** EXERCISE REQUIREMENTS **
Set down every entry once more, character for character.

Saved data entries
============
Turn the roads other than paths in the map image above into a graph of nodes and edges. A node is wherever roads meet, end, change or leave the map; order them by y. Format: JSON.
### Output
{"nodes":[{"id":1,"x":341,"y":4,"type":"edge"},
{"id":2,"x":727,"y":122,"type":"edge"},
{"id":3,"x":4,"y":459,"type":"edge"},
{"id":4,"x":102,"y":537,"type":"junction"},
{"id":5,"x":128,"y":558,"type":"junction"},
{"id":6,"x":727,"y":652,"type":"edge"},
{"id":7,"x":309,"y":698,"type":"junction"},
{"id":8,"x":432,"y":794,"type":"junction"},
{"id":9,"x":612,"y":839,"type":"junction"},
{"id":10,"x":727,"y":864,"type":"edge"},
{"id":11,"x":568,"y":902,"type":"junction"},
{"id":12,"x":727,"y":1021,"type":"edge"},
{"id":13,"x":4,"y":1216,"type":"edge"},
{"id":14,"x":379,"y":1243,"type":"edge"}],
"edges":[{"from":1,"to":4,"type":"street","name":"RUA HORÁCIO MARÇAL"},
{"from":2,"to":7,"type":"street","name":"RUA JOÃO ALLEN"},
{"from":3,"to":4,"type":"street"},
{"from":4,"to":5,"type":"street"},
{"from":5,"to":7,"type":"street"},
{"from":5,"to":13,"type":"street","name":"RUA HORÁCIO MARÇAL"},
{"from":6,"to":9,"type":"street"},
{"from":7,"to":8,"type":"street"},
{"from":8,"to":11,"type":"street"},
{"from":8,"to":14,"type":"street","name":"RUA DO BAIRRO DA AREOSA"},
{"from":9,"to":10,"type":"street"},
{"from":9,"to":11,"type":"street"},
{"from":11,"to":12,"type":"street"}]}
============
** SOLUTION TO THIS PROBLEM **
Turn the roads other than paths in the map image above into a graph of nodes and edges. A node is wherever roads meet, end, change or leave the map; order them by y. Format: JSON.
### Output
{"nodes":[{"id":1,"x":341,"y":4,"type":"edge"},
{"id":2,"x":727,"y":122,"type":"edge"},
{"id":3,"x":4,"y":459,"type":"edge"},
{"id":4,"x":102,"y":537,"type":"junction"},
{"id":5,"x":128,"y":558,"type":"junction"},
{"id":6,"x":727,"y":652,"type":"edge"},
{"id":7,"x":309,"y":698,"type":"junction"},
{"id":8,"x":432,"y":794,"type":"junction"},
{"id":9,"x":612,"y":839,"type":"junction"},
{"id":10,"x":727,"y":864,"type":"edge"},
{"id":11,"x":568,"y":902,"type":"junction"},
{"id":12,"x":727,"y":1021,"type":"edge"},
{"id":13,"x":4,"y":1216,"type":"edge"},
{"id":14,"x":379,"y":1243,"type":"edge"}],
"edges":[{"from":1,"to":4,"type":"street","name":"RUA HORÁCIO MARÇAL"},
{"from":2,"to":7,"type":"street","name":"RUA JOÃO ALLEN"},
{"from":3,"to":4,"type":"street"},
{"from":4,"to":5,"type":"street"},
{"from":5,"to":7,"type":"street"},
{"from":5,"to":13,"type":"street","name":"RUA HORÁCIO MARÇAL"},
{"from":6,"to":9,"type":"street"},
{"from":7,"to":8,"type":"street"},
{"from":8,"to":11,"type":"street"},
{"from":8,"to":14,"type":"street","name":"RUA DO BAIRRO DA AREOSA"},
{"from":9,"to":10,"type":"street"},
{"from":9,"to":11,"type":"street"},
{"from":11,"to":12,"type":"street"}]}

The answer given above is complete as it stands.